I've had quite the first week with Misha - turns out that he came from the breeder with a mite infestation, so we took him to a vet on Sunday. Vet had no idea what he was doing, unfortunately. He couldn't even pick Misha up (kept grabbing with one hand from the top) until I stopped him and scooped Misha up myself. To make matters worse, Misha got carsick (bussick, rather) on the way to and from the vet, the poor baby  And then he had to be in a new enclosure, with new blankets and food dish and without his wheel - as all of his stuff was being super washed to get rid of the mites.

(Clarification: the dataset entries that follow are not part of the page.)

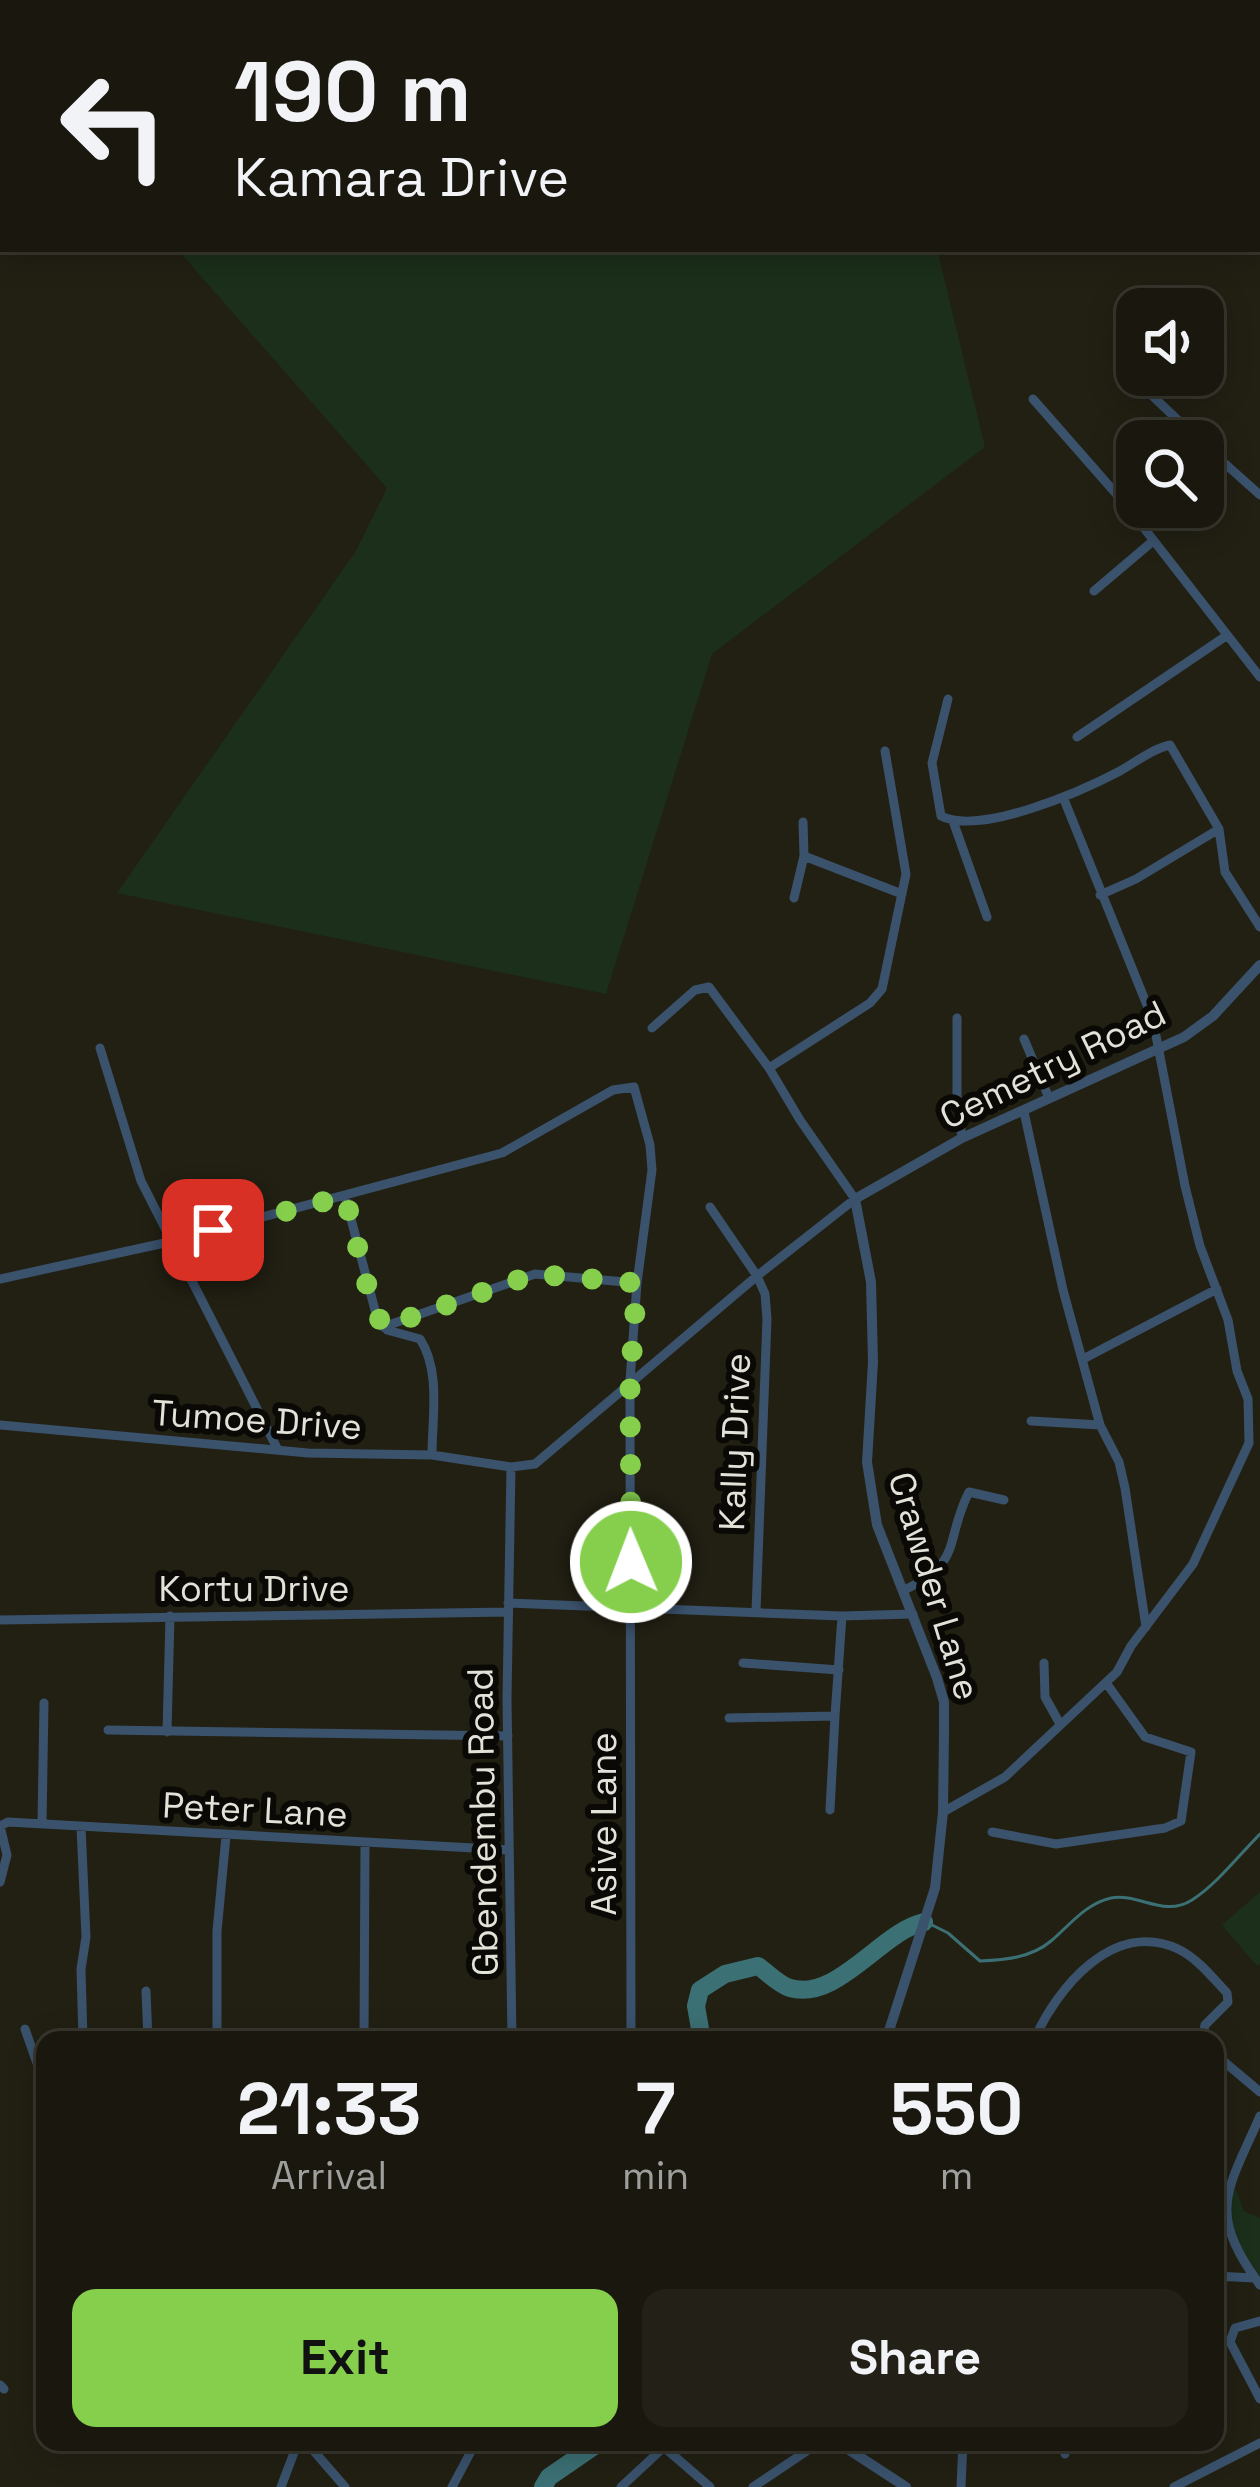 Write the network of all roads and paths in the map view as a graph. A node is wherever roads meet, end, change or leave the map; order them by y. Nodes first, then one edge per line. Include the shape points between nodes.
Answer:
1 (1152, 396) edge
2 (1033, 399) dead end
3 (1178, 420) edge
4 (1224, 463) edge
5 (1260, 495) edge
6 (1153, 541) junction
7 (1094, 592) dead end
8 (1226, 636) junction
9 (1260, 676) edge
10 (948, 699) dead end
11 (1078, 737) dead end
12 (885, 751) dead end
13 (1063, 797) junction
14 (953, 821) junction
15 (803, 822) dead end
16 (1219, 829) junction
17 (804, 856) junction
18 (902, 894) junction
19 (1100, 895) junction
20 (794, 898) dead end
21 (987, 917) dead end
22 (1260, 927) edge
23 (1260, 965) edge
24 (957, 1018) dead end
25 (652, 1028) dead end
26 (1024, 1039) dead end
27 (100, 1048) dead end
28 (1160, 1049) junction
29 (770, 1068) junction
30 (1049, 1098) junction
31 (1024, 1112) junction
32 (962, 1138) junction
33 (345, 1196) junction
34 (855, 1199) junction
35 (710, 1207) dead end
36 (169, 1242) junction
37 (757, 1276) junction
38 (0, 1279) edge
39 (637, 1283) junction
40 (1216, 1289) junction
41 (383, 1327) junction
42 (1085, 1358) junction
43 (630, 1382) junction
44 (1260, 1395) edge
45 (1248, 1399) junction
46 (1031, 1421) dead end
47 (1100, 1425) junction
48 (0, 1426) edge
49 (277, 1448) junction
50 (432, 1455) junction
51 (511, 1467) junction
52 (1004, 1500) dead end
53 (904, 1590) junction
54 (508, 1608) junction
55 (632, 1608) junction
56 (756, 1611) junction
57 (913, 1614) junction
58 (170, 1616) junction
59 (842, 1616) junction
60 (0, 1619) edge
61 (1146, 1628) junction
62 (743, 1663) dead end
63 (1044, 1663) dead end
64 (839, 1670) junction
65 (1107, 1684) junction
66 (44, 1703) dead end
67 (835, 1716) junction
68 (730, 1718) dead end
69 (1060, 1724) junction
70 (108, 1730) dead end
71 (167, 1732) junction
72 (508, 1736) junction
73 (830, 1810) dead end
74 (943, 1813) junction
75 (42, 1823) junction
76 (0, 1826) edge
77 (81, 1827) junction
78 (992, 1832) dead end
79 (226, 1836) junction
80 (365, 1842) junction
81 (509, 1850) junction
82 (0, 1882) edge
83 (146, 1990) dead end
84 (25, 2029) dead end
85 (83, 2031) edge
86 (148, 2031) edge
87 (218, 2031) edge
88 (364, 2031) edge
89 (512, 2031) edge
90 (632, 2031) edge
91 (889, 2031) edge
92 (1039, 2031) edge
93 (1204, 2031) edge
94 (36, 2060) edge
95 (1224, 2062) edge
96 (1260, 2092) edge
97 (1260, 2116) edge
98 (1224, 2277) edge
99 (1257, 2282) edge
100 (1260, 2321) edge
101 (1260, 2399) edge
102 (1260, 2443) edge
103 (298, 2451) edge
104 (311, 2451) edge
105 (471, 2451) edge
106 (654, 2451) edge
107 (667, 2451) edge
108 (807, 2451) edge
109 (851, 2451) edge
110 (962, 2451) edge
111 (280, 2487) edge
112 (345, 2487) edge
113 (452, 2487) edge
114 (621, 2487) edge
115 (710, 2487) edge
116 (753, 2487) edge
117 (906, 2487) edge
118 (961, 2487) edge
119 (1174, 2487) edge

1 - 3 street
2 - 6 street
4 - 5 street
6 - 7 street
6 - 8 street
8 - 9 street
8 - 11 street
10 - 14 street via 932,763 940,816
12 - 18 street
13 - 14 street
13 - 16 street via 1170,745
13 - 19 street
14 - 21 street
15 - 17 street
16 - 19 street
16 - 22 street via 1225,872
17 - 18 street
17 - 20 street
18 - 29 street via 882,989
19 - 28 street
23 - 28 street, Cemetry Road via 1213,1016
24 - 32 street
25 - 29 street via 695,990 710,987
26 - 30 street
27 - 36 street
28 - 30 street, Cemetry Road
28 - 40 street via 1174,1144
29 - 34 street
30 - 31 street, Cemetry Road
31 - 32 street, Cemetry Road
31 - 42 street
32 - 34 street, Cemetry Road
33 - 36 street
33 - 39 street, Asive Lane via 502,1154 613,1090 634,1087 652,1170
33 - 41 street
34 - 37 street
34 - 53 street, Crawder Lane via 874,1318 866,1462 877,1525
35 - 37 street
36 - 38 street
36 - 49 street
37 - 43 street
37 - 56 street, Kally Drive via 767,1319
39 - 41 street via 535,1274
39 - 43 street, Asive Lane
40 - 42 street
40 - 45 street
41 - 50 street via 420,1339 429,1352
42 - 47 street
43 - 51 street via 544,1457
43 - 55 street, Asive Lane
44 - 45 street
45 - 61 street via 1249,1444 1240,1470 1193,1564
46 - 47 street
47 - 61 street via 1126,1488
48 - 49 street, Tumoe Drive
49 - 50 street, Tumoe Drive
50 - 51 street, Tumoe Drive
51 - 54 street, Gbendembu Road
52 - 53 street via 969,1492 942,1566
53 - 57 street, Crawder Lane
54 - 55 street, Kortu Drive
54 - 58 street, Kortu Drive
54 - 72 street, Gbendembu Road
55 - 56 street, Kortu Drive
55 - 90 street, Asive Lane
56 - 59 street, Kortu Drive
57 - 59 street, Kortu Drive
57 - 74 street, Crawder Lane via 944,1702
58 - 60 street, Kortu Drive
58 - 71 street
59 - 64 street
61 - 65 street
62 - 64 street
63 - 69 street via 1046,1697
64 - 67 street
65 - 69 street
65 - 78 street via 1145,1736 1191,1751 1181,1821 1056,1844
66 - 75 street
67 - 68 street
67 - 73 street
69 - 74 street via 1005,1778
70 - 71 street
71 - 72 street
72 - 81 street, Gbendembu Road
74 - 91 street, Crawder Lane via 935,1888
75 - 76 street, Peter Lane
75 - 77 street, Peter Lane
76 - 82 street via 7,1856
77 - 79 street, Peter Lane
77 - 85 street
79 - 80 street, Peter Lane
79 - 87 street
80 - 81 street, Peter Lane
80 - 88 street
81 - 89 street, Gbendembu Road
83 - 86 street
84 - 94 street
92 - 93 street via 1077,1974 1112,1951 1156,1941 1181,1950 1227,1993
95 - 96 street
97 - 99 street via 1224,2206
98 - 99 street
100 - 101 street via 1235,2328 1230,2342
102 - 119 street
103 - 111 street
104 - 112 street
105 - 113 street
106 - 114 street
107 - 115 street
108 - 116 street
109 - 117 street
110 - 118 street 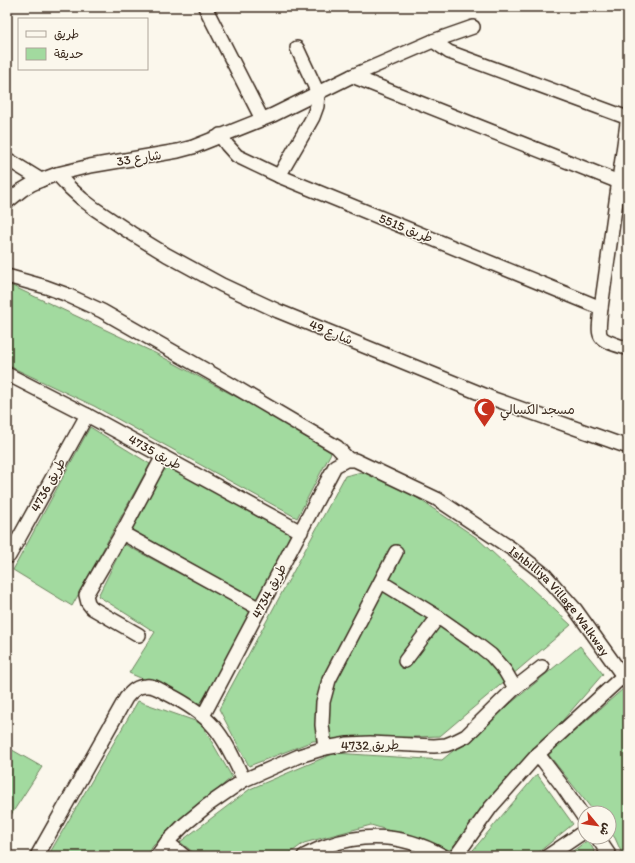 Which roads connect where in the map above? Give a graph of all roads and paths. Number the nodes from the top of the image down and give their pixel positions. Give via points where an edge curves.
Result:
1 (205, 7) edge
2 (473, 27) dead end
3 (433, 41) junction
4 (297, 48) dead end
5 (352, 76) junction
6 (318, 93) junction
7 (267, 116) junction
8 (628, 117) edge
9 (220, 135) junction
10 (7, 159) edge
11 (57, 174) junction
12 (279, 176) junction
13 (41, 180) junction
14 (619, 182) junction
15 (7, 202) edge
16 (7, 276) edge
17 (601, 308) junction
18 (626, 348) dead end
19 (7, 374) edge
20 (87, 415) junction
21 (628, 447) edge
22 (163, 456) junction
23 (348, 460) junction
24 (301, 532) junction
25 (122, 533) junction
26 (396, 552) dead end
27 (9, 556) dead end
28 (381, 582) junction
29 (260, 609) junction
30 (438, 617) junction
31 (139, 635) dead end
32 (405, 661) dead end
33 (542, 667) dead end
34 (626, 679) edge
35 (515, 688) junction
36 (203, 716) junction
37 (325, 748) junction
38 (538, 754) junction
39 (244, 780) junction
40 (577, 807) edge
41 (577, 836) edge
42 (167, 842) junction
43 (602, 845) edge
44 (37, 856) edge
45 (157, 856) edge
46 (184, 856) edge
47 (304, 856) edge
48 (443, 856) edge
49 (456, 856) edge
50 (548, 856) edge
51 (610, 856) edge

1 - 7 street
2 - 3 street, شارع 33
3 - 5 street, شارع 33
3 - 8 street via 449,52
4 - 6 street
5 - 6 street, شارع 33
5 - 14 street
6 - 7 street, شارع 33
6 - 12 street via 313,116
7 - 9 street, شارع 33
8 - 14 street
9 - 11 street, شارع 33 via 178,151
9 - 12 street, طريق 5515 via 237,156
10 - 13 street
11 - 13 street, شارع 33
11 - 21 street, شارع 49 via 95,209 167,255 222,285 278,311 494,399
12 - 17 street, طريق 5515
13 - 15 street, شارع 33
14 - 17 street
16 - 23 street via 65,294 102,311 337,447
17 - 18 street via 600,336 607,342
19 - 20 street, طريق 4735
20 - 22 street, طريق 4735
20 - 27 street, طريق 4736
22 - 24 street, طريق 4735
22 - 25 street
23 - 24 street, طريق 4734 via 335,466
23 - 34 street, Ishbilliya Village Walkway via 355,460 437,499 512,549 544,574 575,608
24 - 29 street, طريق 4734
25 - 29 street
25 - 31 street via 86,595 92,608
26 - 28 street
28 - 30 street
28 - 37 street via 330,680 323,702
29 - 36 street, طريق 4734
30 - 32 street
30 - 35 street via 491,655
33 - 35 street, طريق 4732
34 - 38 street, Ishbilliya Village Walkway
35 - 37 street, طريق 4732 via 466,736 456,742 434,746 370,743
36 - 39 street via 223,738
36 - 44 street via 186,703 156,687 147,685 132,691
37 - 39 street, طريق 4732
38 - 40 street
38 - 49 street, Ishbilliya Village Walkway via 491,807
39 - 42 street, طريق 4732 via 202,810
41 - 50 street
42 - 45 street, طريق 4732
42 - 46 street
43 - 51 street
47 - 48 street via 326,846 359,838 384,837 408,841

Anyway, this morning I tried to hold him, and also tried to put some more polysporin on a little cut he has on his foot from scratching so much. But he. Went. *Ballistic.*Would NOT be still, was huffing and trying his best to scramble out of my hands, off my lap, run anywhere. Speed demon. Not even his blanket on my lap would placate him - he wouldn't stay in it and tried to madly scramble away and was making distressed noises the entire time. I tried to put some polysporin on his foot, but did not really succeed...

So, basically, I think our bonding has been set back quite a few weeks by this. Does he associate me with pain and very and scary now?? Does he think I'm evil :twisted:???? WILL HE EVER LIKE ME AGAIN, or will I be considered the evil lady who grabs his feet and takes him to terrifying men in white coats? Please advise. *sigh*


----------



## elise5211 (Jun 2, 2011)

LOL I am experiencing this too. My hedgie was slowly but surely warming up to me, but then I gave her a bath.The next day, she was really huffy and angry. My plan is to keep associating good things with being picked up and bothered, and she'll start to warm up soon enough.


----------



## susanaproenca (Aug 14, 2010)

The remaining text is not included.